*** Block opens ***

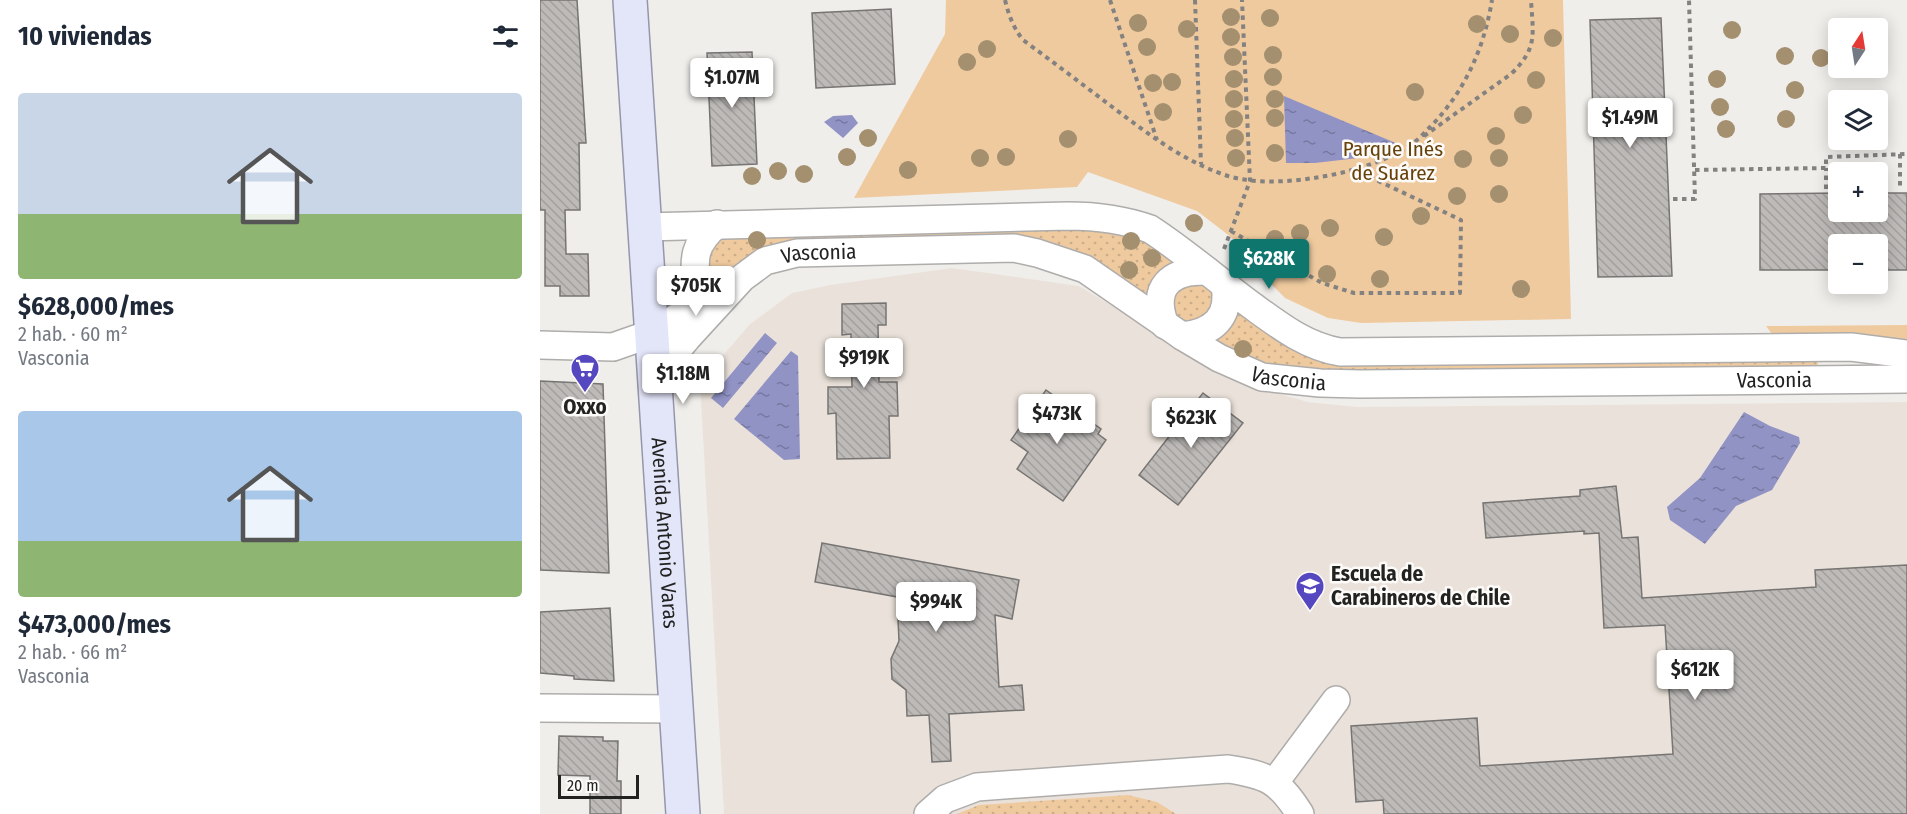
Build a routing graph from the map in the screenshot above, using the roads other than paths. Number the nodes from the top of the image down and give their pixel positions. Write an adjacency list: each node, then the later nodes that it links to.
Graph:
1 (630, 0): 3 (main road, Avenida Antonio Varas)
2 (717, 224): 3 (street, Vasconia); 4 (street, Vasconia); 5 (street)
3 (644, 227): 8 (main road, Avenida Antonio Varas)
4 (1215, 278): 7 (street); 7 (street); 10 (street, Vasconia)
5 (696, 287): 6 (street); 8 (street)
6 (721, 300): 7 (street, Vasconia); 11 (street, Vasconia)
7 (1173, 331): 12 (street, Vasconia)
8 (652, 333): 9 (street); 11 (main road, Avenida Antonio Varas)
9 (540, 345)
10 (1907, 354)
11 (656, 375): 15 (main road, Avenida Antonio Varas)
12 (1907, 379)
13 (1336, 700): 16 (street)
14 (540, 708): 15 (street)
15 (675, 709): 17 (main road, Avenida Antonio Varas)
16 (1275, 782): 18 (street); 19 (street)
17 (683, 814)
18 (928, 814)
19 (1300, 814)

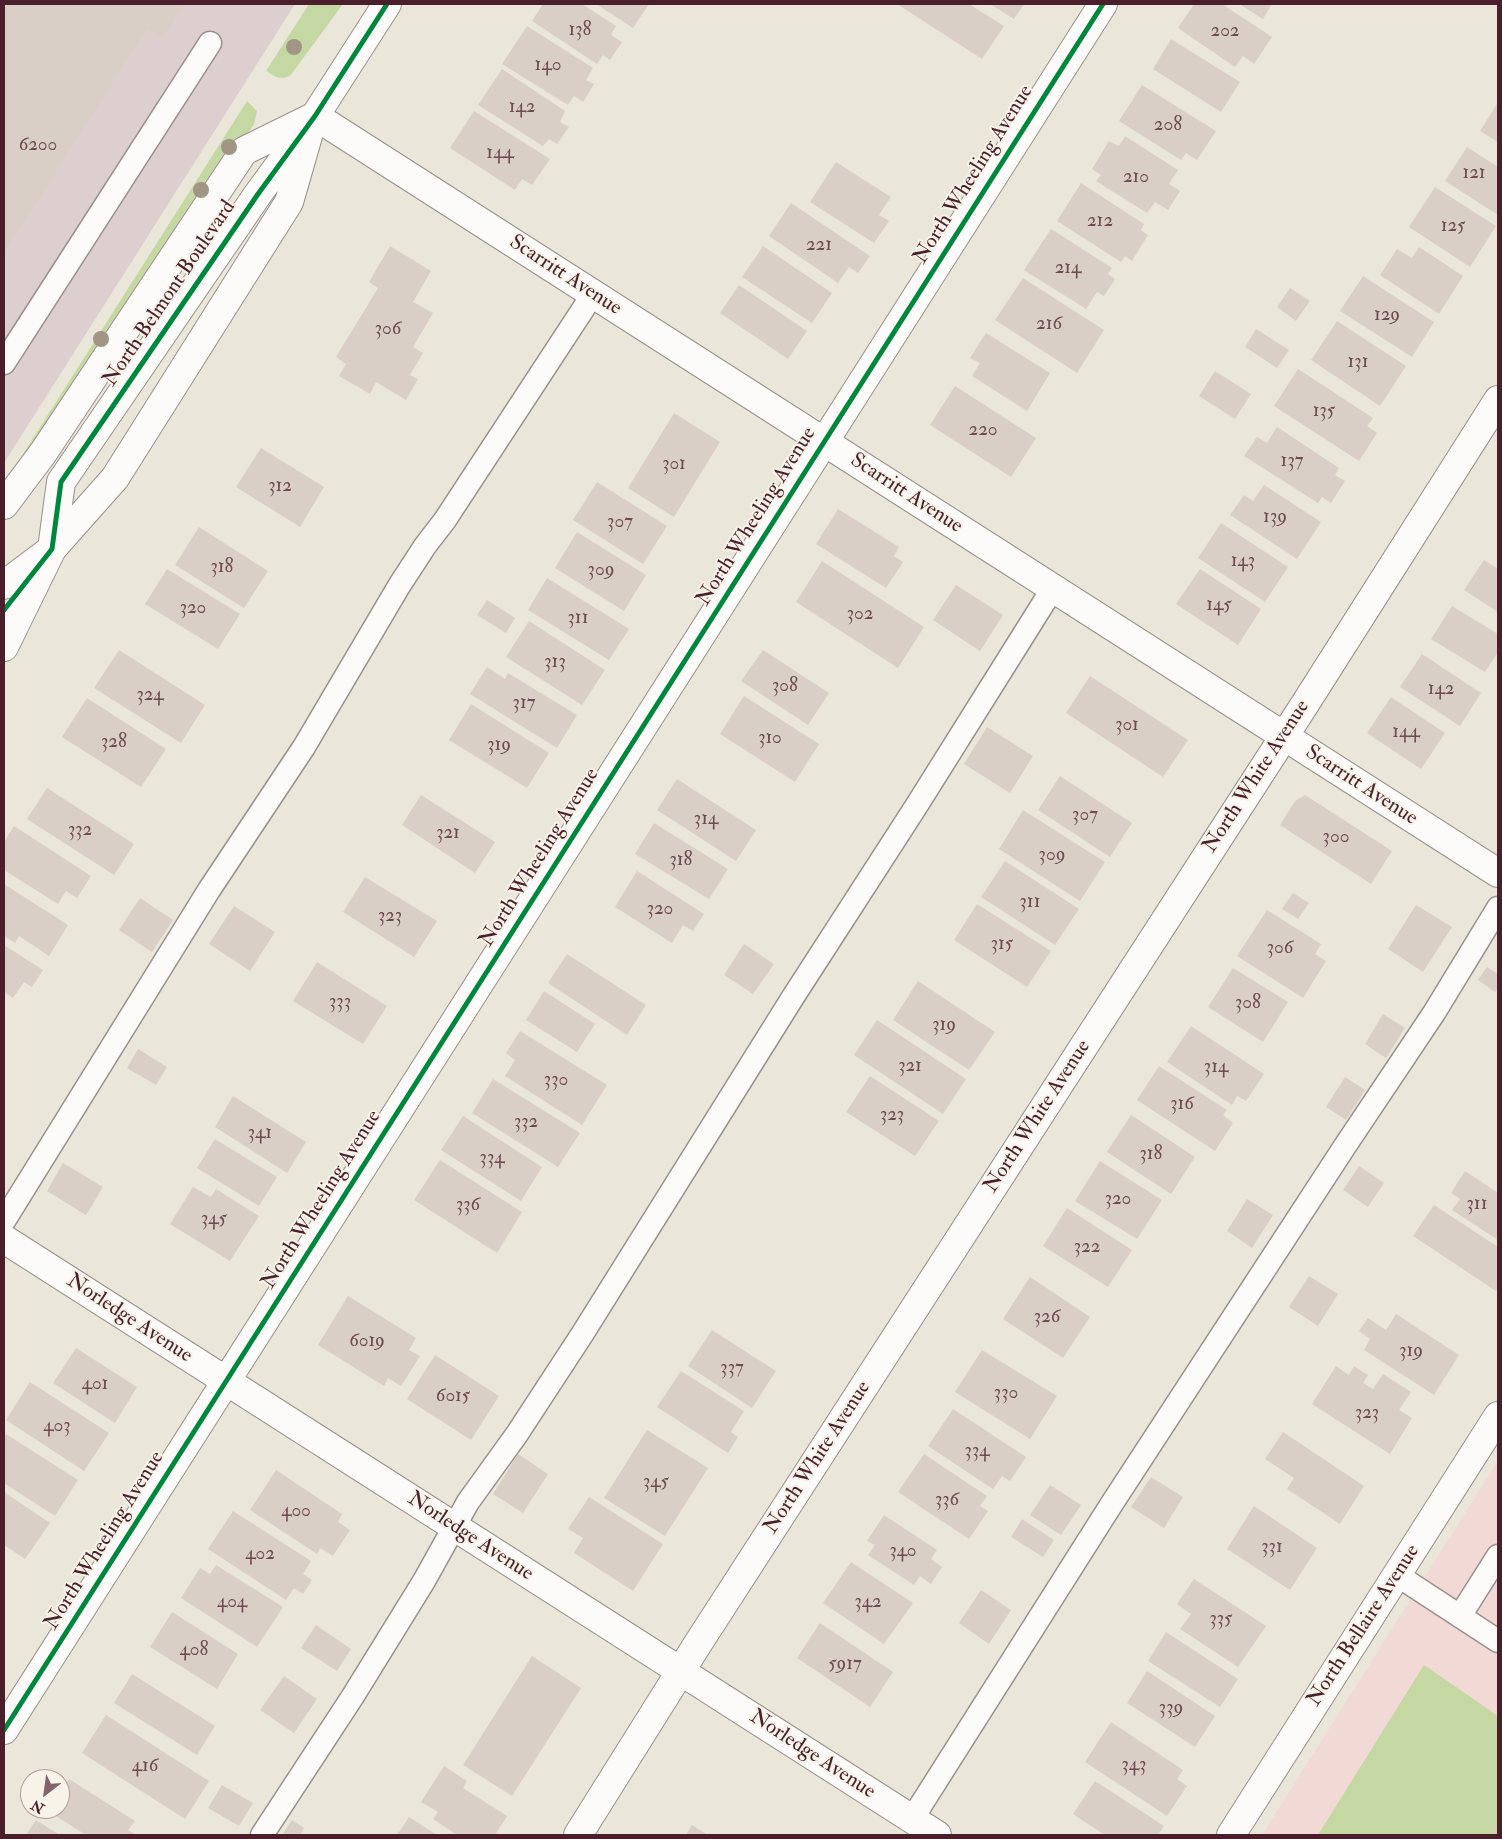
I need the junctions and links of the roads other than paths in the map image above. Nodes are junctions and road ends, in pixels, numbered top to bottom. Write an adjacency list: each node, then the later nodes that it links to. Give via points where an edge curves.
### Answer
1 (387, 4): 4 (street, North Belmont Boulevard)
2 (1103, 4): 8 (street, North Wheeling Avenue)
3 (210, 43): 6 (lane)
4 (315, 116): 5 (street, Scarritt Avenue); 9 (street, via 244,151 48,445); 10 (street, North Belmont Boulevard, via 288,202 115,478); 10 (street, North Belmont Boulevard, via 61,482)
5 (593, 294): 8 (street, Scarritt Avenue); 18 (lane, via 446,520 399,586 304,747 209,890)
6 (4, 363)
7 (1498, 400): 15 (street, North White Avenue)
8 (824, 442): 12 (street, Scarritt Avenue); 20 (street, North Wheeling Avenue)
9 (4, 505)
10 (52, 549): 11 (street); 13 (street, North Belmont Boulevard); 14 (street, North Belmont Boulevard)
11 (4, 585)
12 (1053, 588): 15 (street, Scarritt Avenue); 22 (lane, via 583,1333)
13 (4, 610)
14 (4, 647)
15 (1284, 736): 16 (street, Scarritt Avenue); 27 (street, North White Avenue)
16 (1498, 873)
17 (1498, 908): 29 (lane, via 1434,1013 1111,1505)
18 (4, 1221)
19 (4, 1239): 20 (street, Norledge Avenue)
20 (226, 1381): 22 (street, Norledge Avenue); 28 (street, North Wheeling Avenue)
21 (1498, 1416): 24 (street, North Bellaire Avenue)
22 (453, 1526): 27 (street, Norledge Avenue); 30 (lane, via 419,1589 353,1696)
23 (1498, 1556): 25 (lane)
24 (1397, 1575): 25 (lane); 33 (street, North Bellaire Avenue)
25 (1460, 1616): 26 (lane)
26 (1498, 1641)
27 (680, 1671): 29 (street, Norledge Avenue); 31 (street, North White Avenue)
28 (4, 1730)
29 (912, 1819): 32 (street, Norledge Avenue)
30 (262, 1835)
31 (578, 1835)
32 (937, 1835)
33 (1230, 1835)

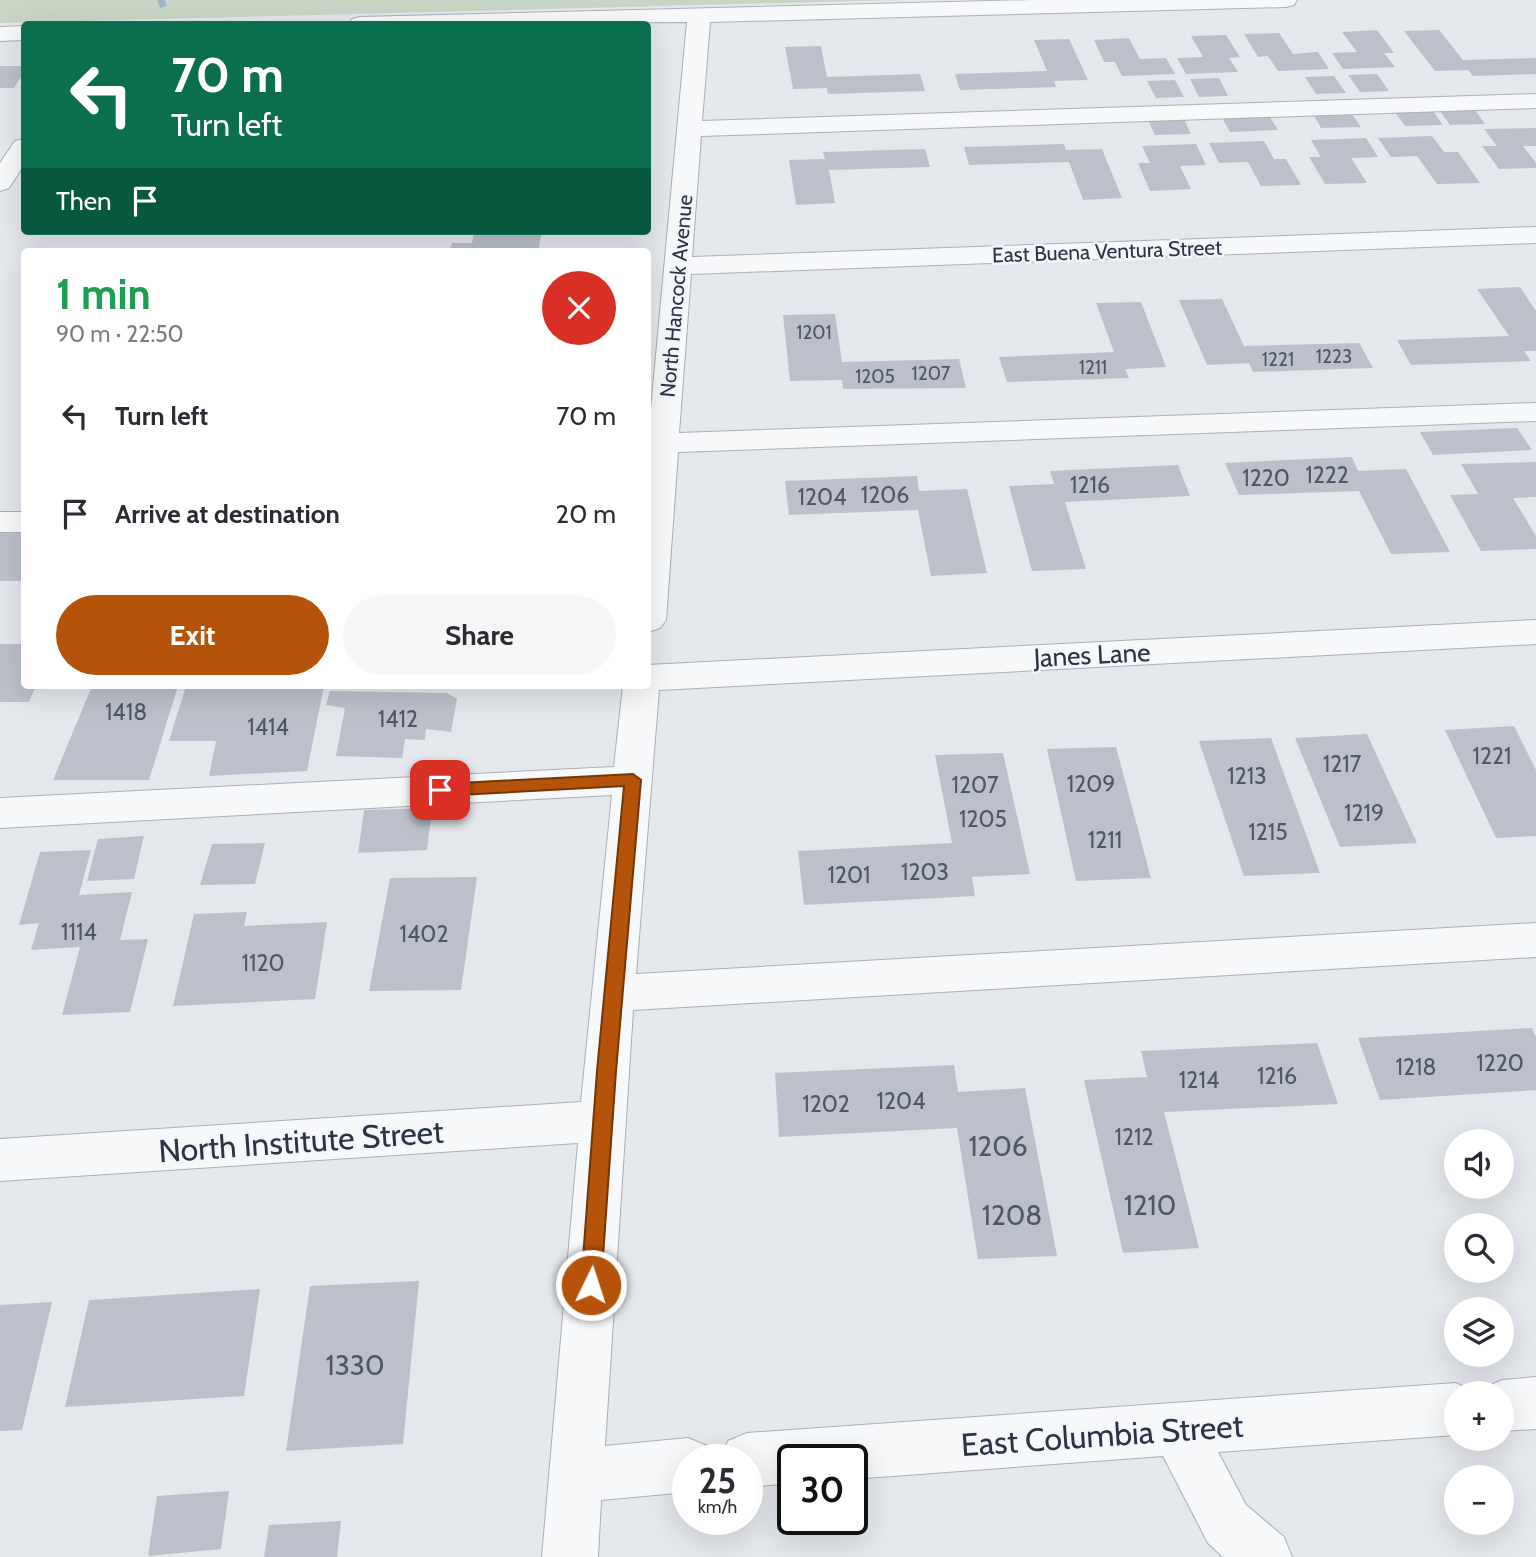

*** Block closes ***

### Your goal
If a line of the records above holds the word "adjacency", show it.

### Exercise result
Build a routing graph from the map in the screenshot above, using the roads other than paths. Number the nodes from the top of the image down and give their pixel positions. Write an adjacency list: each node, then the later nodes that it links to.
I need the junctions and links of the roads other than paths in the map image above. Nodes are junctions and road ends, in pixels, numbered top to bottom. Write an adjacency list: each node, then the later nodes that it links to. Give via points where an edge curves.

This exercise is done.